Now, once a customer enters an order on the web or at a kiosk “it goes through the entire process without anyone touching it,” Linstone says. The system automatically combines a shipment tracking number with the customer e-mail address tied to the order and generates an e-mail message that gives the customer the status of the shipment and information on how to track it. “We used to get many questions like, ‘When did my order ship?’ so now we don’t have to involve a customer service person in that kind of phone call or e-mail question from a customer,” Linstone says.

Like CommercialWare, the Escalate system can be run either on a retailer’s own server or hosted by the vendor. To license the software for a user’s own server costs $200,000 to $300,000, depending on size, plus one-time installation and training fees of $50,000 to $150,000, according to Escalate CEO Michael Ker. For a hosted system, Escalate’s average customer pays about $20,000 per month based on volume of orders, plus a one-time fee of $50,000 to $150,000 for initial integration and training services.

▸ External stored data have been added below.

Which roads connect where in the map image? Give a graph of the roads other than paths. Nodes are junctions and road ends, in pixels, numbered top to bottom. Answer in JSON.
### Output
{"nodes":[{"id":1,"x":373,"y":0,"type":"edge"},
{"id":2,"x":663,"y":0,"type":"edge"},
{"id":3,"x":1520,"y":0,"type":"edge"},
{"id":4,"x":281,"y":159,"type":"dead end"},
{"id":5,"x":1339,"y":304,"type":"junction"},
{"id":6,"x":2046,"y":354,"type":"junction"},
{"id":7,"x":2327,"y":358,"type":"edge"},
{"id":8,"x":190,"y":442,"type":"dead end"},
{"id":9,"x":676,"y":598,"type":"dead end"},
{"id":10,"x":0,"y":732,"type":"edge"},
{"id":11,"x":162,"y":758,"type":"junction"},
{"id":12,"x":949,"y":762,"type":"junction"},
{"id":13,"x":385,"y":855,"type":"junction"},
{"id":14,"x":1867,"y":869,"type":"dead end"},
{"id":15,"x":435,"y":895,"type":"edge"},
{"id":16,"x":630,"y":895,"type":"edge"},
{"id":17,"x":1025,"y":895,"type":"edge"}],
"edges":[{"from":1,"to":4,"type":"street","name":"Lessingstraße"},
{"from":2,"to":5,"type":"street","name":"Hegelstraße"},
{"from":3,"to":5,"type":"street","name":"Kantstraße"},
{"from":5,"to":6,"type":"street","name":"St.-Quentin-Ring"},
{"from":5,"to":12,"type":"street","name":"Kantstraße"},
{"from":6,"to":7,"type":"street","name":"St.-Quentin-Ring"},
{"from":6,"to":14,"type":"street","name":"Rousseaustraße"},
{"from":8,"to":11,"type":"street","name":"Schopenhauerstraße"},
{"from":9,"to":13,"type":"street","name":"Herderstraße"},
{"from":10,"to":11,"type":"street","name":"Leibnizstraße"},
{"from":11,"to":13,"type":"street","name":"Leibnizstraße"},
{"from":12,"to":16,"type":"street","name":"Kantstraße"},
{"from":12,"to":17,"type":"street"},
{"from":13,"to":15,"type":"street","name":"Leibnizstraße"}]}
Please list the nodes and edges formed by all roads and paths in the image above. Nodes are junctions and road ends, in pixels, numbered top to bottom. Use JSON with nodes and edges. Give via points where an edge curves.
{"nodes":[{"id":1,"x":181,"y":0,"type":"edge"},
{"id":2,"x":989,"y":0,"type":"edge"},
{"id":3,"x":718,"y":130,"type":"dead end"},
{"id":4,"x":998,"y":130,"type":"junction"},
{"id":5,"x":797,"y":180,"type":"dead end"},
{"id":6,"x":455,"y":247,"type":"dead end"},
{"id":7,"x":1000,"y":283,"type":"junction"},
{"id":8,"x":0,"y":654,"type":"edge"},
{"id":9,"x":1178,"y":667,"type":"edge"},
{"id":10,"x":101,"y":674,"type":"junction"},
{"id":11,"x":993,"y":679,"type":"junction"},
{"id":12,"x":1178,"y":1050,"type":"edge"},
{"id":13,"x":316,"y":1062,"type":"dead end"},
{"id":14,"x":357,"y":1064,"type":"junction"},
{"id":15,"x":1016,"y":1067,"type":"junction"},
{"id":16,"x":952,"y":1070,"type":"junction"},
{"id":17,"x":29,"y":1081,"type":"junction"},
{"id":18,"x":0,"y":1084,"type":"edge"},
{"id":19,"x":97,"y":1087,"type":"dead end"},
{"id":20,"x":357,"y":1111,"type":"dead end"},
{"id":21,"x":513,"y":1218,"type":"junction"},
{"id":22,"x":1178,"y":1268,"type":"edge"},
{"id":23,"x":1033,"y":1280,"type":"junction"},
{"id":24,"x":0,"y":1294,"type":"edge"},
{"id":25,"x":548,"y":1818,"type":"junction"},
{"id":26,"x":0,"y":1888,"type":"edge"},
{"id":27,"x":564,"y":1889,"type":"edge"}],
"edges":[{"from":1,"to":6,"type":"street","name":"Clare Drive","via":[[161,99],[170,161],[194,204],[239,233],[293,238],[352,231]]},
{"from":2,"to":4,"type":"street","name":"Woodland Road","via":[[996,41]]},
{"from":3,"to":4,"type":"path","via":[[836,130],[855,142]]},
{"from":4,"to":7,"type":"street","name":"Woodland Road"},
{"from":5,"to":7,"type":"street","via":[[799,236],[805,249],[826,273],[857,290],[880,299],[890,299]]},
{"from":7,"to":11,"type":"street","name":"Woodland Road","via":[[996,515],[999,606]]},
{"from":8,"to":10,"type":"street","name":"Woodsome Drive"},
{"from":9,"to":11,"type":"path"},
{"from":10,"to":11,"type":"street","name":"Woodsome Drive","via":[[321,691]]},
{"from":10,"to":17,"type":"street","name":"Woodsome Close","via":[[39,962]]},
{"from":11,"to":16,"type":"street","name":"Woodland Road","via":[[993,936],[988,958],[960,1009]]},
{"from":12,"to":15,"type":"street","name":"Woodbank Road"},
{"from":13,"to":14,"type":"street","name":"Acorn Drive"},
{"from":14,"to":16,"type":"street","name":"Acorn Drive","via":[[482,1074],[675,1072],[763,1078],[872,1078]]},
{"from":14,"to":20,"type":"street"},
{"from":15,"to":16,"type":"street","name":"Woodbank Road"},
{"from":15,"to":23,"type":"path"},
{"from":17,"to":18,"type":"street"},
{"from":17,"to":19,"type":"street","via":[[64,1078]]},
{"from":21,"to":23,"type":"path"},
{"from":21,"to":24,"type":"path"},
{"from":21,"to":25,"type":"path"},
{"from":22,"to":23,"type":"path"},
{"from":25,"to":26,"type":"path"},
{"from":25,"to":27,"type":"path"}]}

Just like everything else having to do with retailing, analysts caution against the one-size-fits-all approach. Retailers should take a hard look at the kind of multi-channel integration that their own customers want, LakeWest’s Gupta says. “The key is understanding your industry and your customer,” she says. “In some segments it’s become a requirement to have a high degree of integration. If a customer places an order for a TV on BestBuy.com, he expects to have the option of getting it shipped or picking it up at a store. But if he’s buying a suit at a store, it’s not as important to have a multi-channel experience.”